The titles of Stephen Walt’s The Hell of Good Intentions: America’s Foreign Policy Elite and the Decline of U.S. Primacy and John Mearsheimer’s The Great Delusion: Liberal Dreams and International Realities give clear hints of the cases they lay out: against democracy promotion, humanitarian intervention, nation building, and NATO expansion; for restraint and offshore balancing, argues Jake Sullivan, a Senior Fellow at the Carnegie Endowment for International Peace.
The two ‘realist’ foreign policy analysts neglect the rise and threat of neo-authoritarianism, he adds.
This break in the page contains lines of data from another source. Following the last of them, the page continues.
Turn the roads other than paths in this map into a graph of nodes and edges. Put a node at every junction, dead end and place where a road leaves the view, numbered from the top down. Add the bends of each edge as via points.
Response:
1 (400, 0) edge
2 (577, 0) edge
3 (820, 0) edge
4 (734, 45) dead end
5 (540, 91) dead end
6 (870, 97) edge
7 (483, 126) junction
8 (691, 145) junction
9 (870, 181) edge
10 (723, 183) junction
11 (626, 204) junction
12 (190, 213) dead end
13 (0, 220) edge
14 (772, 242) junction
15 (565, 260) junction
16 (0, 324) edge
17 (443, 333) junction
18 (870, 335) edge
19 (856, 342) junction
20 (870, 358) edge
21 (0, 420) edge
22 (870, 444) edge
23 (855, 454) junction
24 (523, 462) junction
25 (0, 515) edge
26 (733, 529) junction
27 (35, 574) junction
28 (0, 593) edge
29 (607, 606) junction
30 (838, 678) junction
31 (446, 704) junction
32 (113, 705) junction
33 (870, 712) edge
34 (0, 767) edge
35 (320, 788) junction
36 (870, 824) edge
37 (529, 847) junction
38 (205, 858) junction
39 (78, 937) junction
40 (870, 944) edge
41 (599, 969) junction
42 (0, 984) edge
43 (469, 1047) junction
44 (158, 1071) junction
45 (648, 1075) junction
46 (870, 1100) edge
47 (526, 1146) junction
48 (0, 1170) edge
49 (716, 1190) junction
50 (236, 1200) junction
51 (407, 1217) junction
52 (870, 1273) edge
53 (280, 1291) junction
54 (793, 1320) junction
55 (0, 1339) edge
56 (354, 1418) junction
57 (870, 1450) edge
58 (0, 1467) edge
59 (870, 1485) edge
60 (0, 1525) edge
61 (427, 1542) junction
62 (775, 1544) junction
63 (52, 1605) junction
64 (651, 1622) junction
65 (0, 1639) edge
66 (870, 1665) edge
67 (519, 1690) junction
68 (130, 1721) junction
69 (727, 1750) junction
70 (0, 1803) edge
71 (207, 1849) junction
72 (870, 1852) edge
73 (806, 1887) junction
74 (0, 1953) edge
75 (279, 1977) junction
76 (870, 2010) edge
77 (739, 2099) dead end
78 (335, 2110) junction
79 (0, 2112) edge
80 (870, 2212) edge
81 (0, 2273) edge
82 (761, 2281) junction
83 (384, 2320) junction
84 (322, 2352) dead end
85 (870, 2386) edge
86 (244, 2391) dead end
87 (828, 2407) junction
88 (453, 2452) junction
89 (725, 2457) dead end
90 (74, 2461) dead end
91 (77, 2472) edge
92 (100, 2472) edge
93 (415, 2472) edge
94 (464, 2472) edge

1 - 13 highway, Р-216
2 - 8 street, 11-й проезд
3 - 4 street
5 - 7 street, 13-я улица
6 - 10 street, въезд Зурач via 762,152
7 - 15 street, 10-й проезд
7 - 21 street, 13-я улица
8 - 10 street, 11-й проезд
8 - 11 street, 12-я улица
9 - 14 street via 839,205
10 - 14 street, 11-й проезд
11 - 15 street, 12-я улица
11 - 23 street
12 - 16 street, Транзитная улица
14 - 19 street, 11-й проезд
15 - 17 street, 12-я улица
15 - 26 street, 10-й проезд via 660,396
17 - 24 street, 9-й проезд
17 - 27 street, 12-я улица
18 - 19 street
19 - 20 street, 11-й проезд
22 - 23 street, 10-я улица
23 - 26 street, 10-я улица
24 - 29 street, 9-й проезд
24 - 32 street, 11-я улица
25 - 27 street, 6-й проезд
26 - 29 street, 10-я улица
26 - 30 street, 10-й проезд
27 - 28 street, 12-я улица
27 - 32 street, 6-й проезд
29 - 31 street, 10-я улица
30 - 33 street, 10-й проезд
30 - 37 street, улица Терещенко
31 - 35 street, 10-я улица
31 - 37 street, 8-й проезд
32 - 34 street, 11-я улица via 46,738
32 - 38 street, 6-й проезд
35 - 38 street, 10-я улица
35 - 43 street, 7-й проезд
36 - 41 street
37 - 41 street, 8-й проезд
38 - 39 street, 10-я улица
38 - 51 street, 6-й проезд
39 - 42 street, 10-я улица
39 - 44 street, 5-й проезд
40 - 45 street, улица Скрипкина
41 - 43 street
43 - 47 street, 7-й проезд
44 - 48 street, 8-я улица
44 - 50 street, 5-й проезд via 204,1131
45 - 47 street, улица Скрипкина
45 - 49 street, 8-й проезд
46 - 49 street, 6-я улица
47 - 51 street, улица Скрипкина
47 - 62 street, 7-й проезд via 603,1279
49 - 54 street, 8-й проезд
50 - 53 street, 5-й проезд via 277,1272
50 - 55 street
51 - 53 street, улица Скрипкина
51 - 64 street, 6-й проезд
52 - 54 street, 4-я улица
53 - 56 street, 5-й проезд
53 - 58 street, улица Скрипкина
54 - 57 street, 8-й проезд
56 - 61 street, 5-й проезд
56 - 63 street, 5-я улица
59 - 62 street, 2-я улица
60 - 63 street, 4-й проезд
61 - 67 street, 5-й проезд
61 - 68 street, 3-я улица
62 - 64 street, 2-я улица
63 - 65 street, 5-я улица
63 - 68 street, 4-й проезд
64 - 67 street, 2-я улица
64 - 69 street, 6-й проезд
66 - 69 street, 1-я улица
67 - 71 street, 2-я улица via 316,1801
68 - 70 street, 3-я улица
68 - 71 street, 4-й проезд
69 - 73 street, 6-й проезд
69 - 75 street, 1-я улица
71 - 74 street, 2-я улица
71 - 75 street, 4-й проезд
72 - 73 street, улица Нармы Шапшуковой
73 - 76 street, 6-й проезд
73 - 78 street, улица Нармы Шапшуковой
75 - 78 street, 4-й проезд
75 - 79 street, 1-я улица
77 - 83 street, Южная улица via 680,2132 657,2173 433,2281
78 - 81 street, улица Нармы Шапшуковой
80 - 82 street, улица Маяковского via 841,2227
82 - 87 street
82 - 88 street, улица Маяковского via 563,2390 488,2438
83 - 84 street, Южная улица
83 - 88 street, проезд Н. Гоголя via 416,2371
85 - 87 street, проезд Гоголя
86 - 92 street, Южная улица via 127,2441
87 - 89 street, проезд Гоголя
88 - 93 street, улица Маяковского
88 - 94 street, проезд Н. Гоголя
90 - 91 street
This flaw leads to a second hard question, inextricably tied to the first: To what extent are the United States’ main competitors systematically exporting their illiberalism, and what are the implications for U.S. strategy? he asks in Foreign Affairs:
Observers such as Kelly Magsamen and her co-authors at the Center for American Progress are increasingly emphasizing that both China and Russia have an overriding objective of maintaining their authoritarian models, which creates incentives for them to increase the pressure on liberalism abroad as a means of reducing the pressure on their regimes at home. As Thomas Wright of the Brookings Institution has put it, China and Russia “share the objective of targeting free and open societies to make the world a safer place for authoritarianism,” and therefore U.S. foreign policy needs to privilege the defense of democracy in the context of great-power competition.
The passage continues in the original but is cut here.